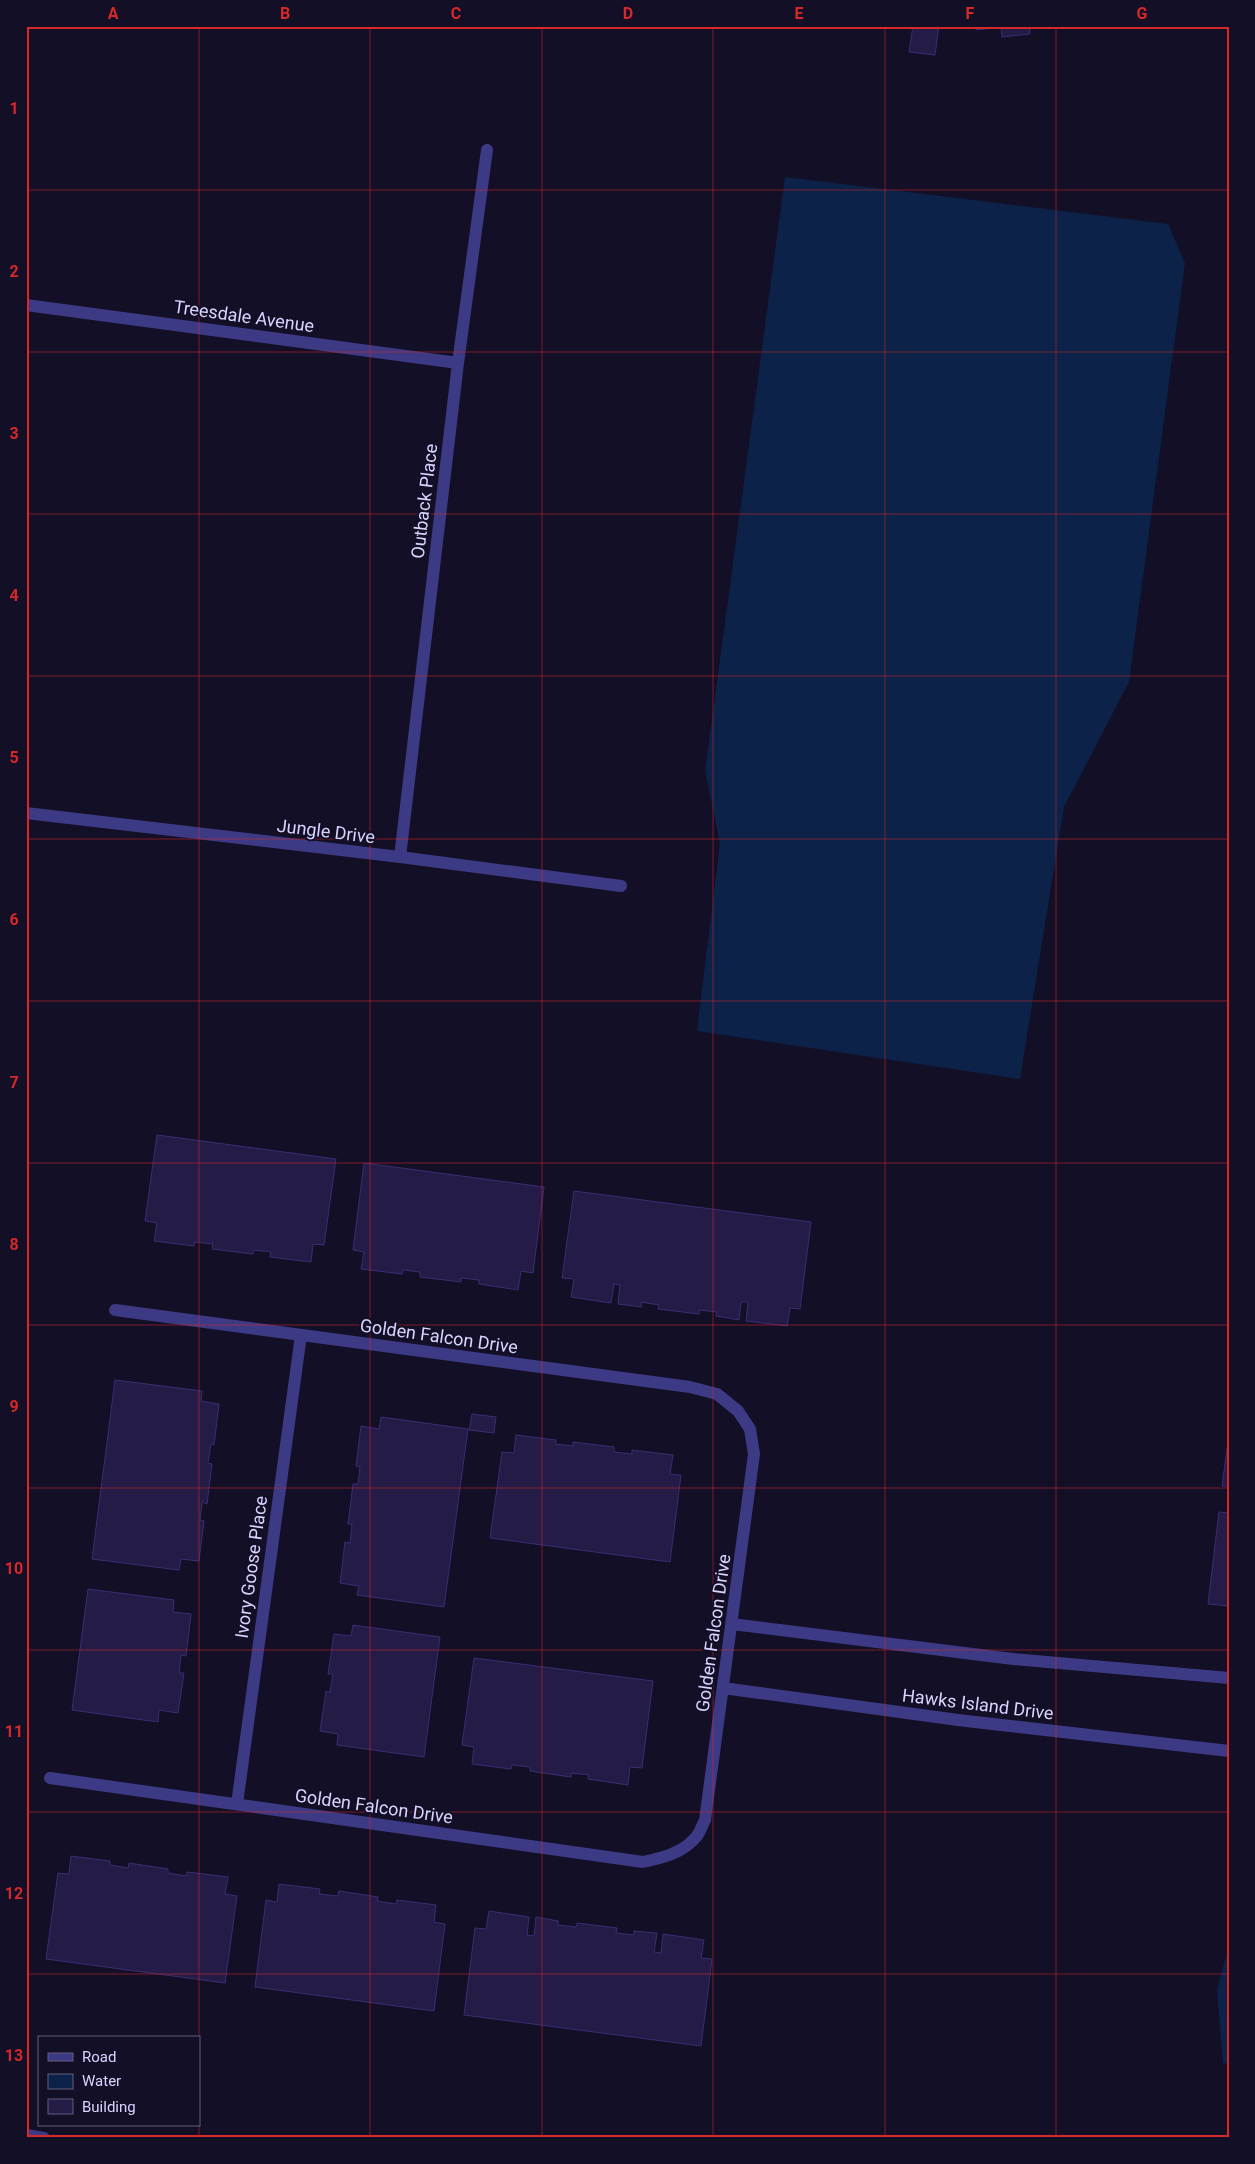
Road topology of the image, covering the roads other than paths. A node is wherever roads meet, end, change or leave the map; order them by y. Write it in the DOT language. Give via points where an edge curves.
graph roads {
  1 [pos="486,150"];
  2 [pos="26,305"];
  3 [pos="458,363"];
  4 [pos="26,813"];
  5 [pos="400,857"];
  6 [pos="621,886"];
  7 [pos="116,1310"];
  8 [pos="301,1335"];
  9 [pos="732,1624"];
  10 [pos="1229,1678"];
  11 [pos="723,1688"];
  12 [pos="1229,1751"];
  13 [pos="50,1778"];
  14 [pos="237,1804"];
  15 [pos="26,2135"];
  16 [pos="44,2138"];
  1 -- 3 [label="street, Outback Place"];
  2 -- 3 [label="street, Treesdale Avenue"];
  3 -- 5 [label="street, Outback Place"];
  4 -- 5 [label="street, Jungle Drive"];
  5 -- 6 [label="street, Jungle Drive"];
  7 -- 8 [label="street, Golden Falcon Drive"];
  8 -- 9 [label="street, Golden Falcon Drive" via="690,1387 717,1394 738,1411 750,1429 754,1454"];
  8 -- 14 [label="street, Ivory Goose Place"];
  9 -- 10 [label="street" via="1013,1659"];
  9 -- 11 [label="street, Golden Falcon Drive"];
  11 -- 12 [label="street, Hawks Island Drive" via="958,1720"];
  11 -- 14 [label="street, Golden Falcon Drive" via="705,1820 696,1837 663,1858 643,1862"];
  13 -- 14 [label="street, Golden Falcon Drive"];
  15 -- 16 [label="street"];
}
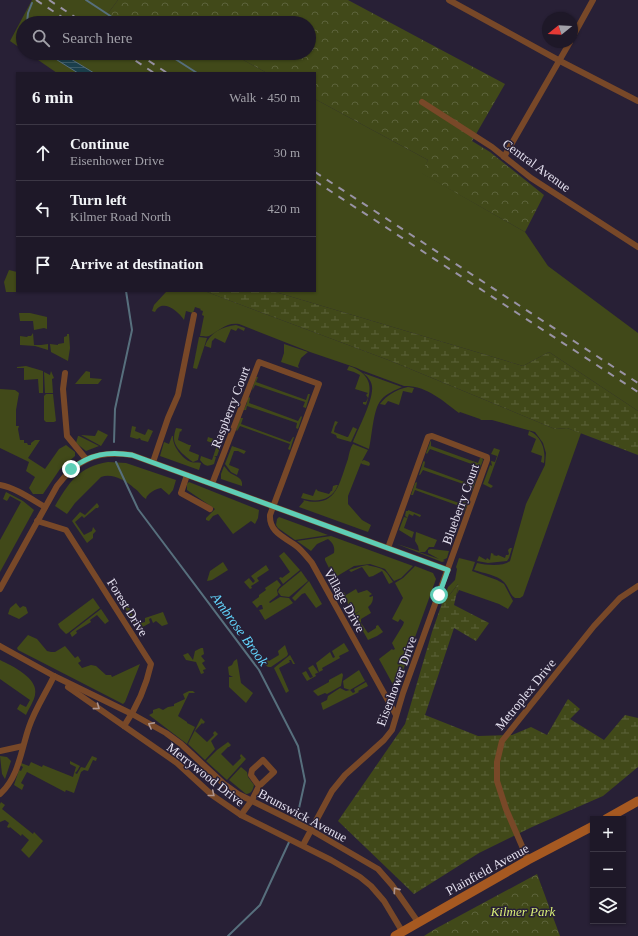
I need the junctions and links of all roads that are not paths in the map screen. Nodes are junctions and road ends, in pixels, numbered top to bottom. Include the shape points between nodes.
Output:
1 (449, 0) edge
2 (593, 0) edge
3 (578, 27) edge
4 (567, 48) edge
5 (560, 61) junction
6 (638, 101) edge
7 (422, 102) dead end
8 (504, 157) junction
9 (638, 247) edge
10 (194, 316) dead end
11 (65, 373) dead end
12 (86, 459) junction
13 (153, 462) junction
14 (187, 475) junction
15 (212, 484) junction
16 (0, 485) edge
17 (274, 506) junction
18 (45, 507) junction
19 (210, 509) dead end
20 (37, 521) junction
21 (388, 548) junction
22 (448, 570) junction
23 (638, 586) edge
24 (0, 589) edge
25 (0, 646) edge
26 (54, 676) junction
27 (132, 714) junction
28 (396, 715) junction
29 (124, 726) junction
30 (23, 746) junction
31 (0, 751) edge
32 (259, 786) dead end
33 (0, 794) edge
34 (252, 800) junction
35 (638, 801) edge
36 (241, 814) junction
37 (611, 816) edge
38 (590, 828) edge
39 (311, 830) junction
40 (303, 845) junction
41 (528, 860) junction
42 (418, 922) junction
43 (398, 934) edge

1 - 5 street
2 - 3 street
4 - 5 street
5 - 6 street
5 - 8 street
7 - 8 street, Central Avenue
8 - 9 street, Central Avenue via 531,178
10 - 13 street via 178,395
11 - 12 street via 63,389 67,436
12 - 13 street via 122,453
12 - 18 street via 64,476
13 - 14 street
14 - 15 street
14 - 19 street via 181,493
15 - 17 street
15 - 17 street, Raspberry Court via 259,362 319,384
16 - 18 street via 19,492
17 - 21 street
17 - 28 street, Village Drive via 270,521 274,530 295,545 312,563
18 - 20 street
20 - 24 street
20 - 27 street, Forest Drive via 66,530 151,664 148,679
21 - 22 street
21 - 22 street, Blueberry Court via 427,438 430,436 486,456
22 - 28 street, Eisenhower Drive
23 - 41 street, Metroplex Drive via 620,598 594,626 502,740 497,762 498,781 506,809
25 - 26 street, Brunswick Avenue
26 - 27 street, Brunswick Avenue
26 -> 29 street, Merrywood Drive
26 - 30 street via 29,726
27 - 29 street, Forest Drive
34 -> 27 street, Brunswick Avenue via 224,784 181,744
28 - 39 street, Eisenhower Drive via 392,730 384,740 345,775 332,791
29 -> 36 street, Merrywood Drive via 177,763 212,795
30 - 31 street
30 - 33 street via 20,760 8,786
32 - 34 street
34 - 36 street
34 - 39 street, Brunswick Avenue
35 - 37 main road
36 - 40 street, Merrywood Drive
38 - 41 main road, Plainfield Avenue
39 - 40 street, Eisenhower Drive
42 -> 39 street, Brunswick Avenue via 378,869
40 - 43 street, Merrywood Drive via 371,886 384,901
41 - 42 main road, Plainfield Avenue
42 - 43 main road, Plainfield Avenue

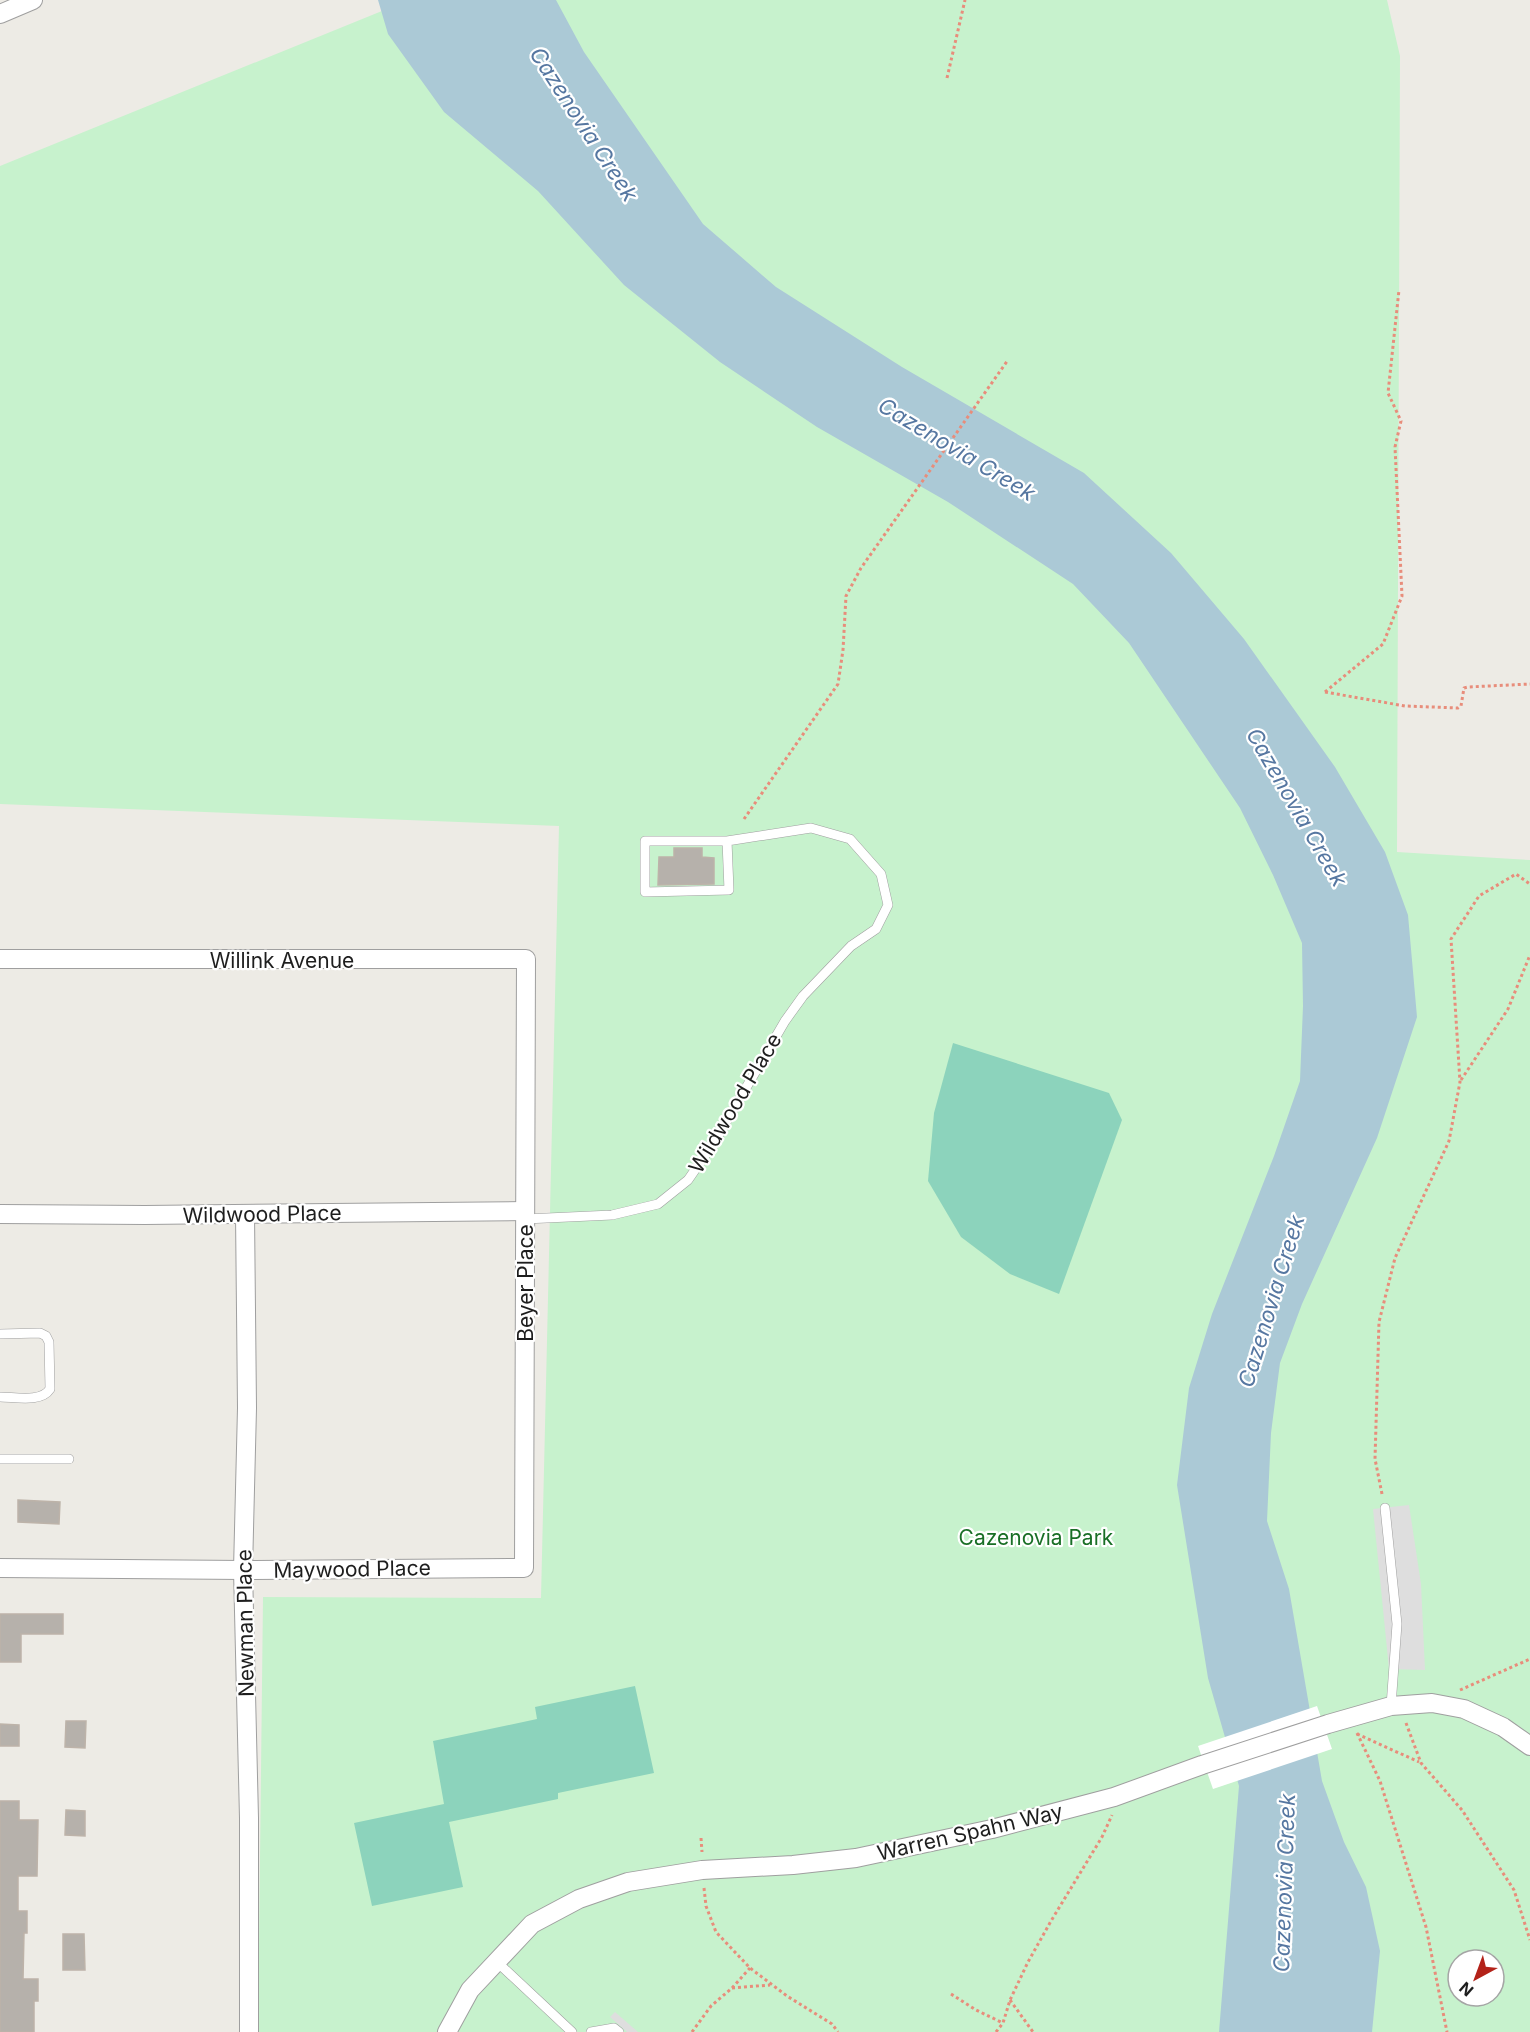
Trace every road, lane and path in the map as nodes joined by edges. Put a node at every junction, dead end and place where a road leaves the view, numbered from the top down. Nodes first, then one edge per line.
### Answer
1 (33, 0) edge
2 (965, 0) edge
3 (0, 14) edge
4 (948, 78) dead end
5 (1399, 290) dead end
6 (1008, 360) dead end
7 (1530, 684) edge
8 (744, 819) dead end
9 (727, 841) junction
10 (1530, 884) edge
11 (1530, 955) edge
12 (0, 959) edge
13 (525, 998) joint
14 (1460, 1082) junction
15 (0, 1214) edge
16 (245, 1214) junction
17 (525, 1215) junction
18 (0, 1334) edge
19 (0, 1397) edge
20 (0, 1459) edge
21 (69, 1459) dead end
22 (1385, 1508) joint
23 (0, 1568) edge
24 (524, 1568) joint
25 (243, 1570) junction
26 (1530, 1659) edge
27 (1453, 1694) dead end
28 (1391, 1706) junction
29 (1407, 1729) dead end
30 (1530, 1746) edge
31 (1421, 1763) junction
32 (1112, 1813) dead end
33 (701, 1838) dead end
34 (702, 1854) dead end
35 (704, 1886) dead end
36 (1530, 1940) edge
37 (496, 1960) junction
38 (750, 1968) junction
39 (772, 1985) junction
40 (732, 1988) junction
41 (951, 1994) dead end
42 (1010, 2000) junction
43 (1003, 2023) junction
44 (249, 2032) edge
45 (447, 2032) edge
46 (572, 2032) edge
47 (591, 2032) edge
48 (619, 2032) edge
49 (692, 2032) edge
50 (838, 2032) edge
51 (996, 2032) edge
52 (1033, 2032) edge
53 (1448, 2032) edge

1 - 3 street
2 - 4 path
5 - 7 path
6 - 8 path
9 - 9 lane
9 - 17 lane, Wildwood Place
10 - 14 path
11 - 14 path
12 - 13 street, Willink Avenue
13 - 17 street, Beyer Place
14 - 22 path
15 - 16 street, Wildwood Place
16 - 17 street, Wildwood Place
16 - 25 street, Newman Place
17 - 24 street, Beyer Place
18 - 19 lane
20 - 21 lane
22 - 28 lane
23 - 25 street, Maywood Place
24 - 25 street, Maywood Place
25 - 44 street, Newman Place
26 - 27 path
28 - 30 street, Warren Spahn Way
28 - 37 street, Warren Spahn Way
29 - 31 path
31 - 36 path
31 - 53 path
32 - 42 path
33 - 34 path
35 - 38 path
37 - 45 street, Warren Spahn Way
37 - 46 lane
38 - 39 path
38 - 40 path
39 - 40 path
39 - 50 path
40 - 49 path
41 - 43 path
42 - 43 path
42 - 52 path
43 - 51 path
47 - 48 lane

============

→ PROBLEM REQUIREMENTS
Among the lines of the data, find every one that holds "Avenue" and copy it.

→ RESPONSE TO THIS TASK
  2 -- 3 [label="street, Treesdale Avenue"];
7 - 8 street, Central Avenue
8 - 9 street, Central Avenue via 531,178
25 - 26 street, Brunswick Avenue
26 - 27 street, Brunswick Avenue
34 -> 27 street, Brunswick Avenue via 224,784 181,744
34 - 39 street, Brunswick Avenue
38 - 41 main road, Plainfield Avenue
42 -> 39 street, Brunswick Avenue via 378,869
41 - 42 main road, Plainfield Avenue
42 - 43 main road, Plainfield Avenue
12 - 13 street, Willink Avenue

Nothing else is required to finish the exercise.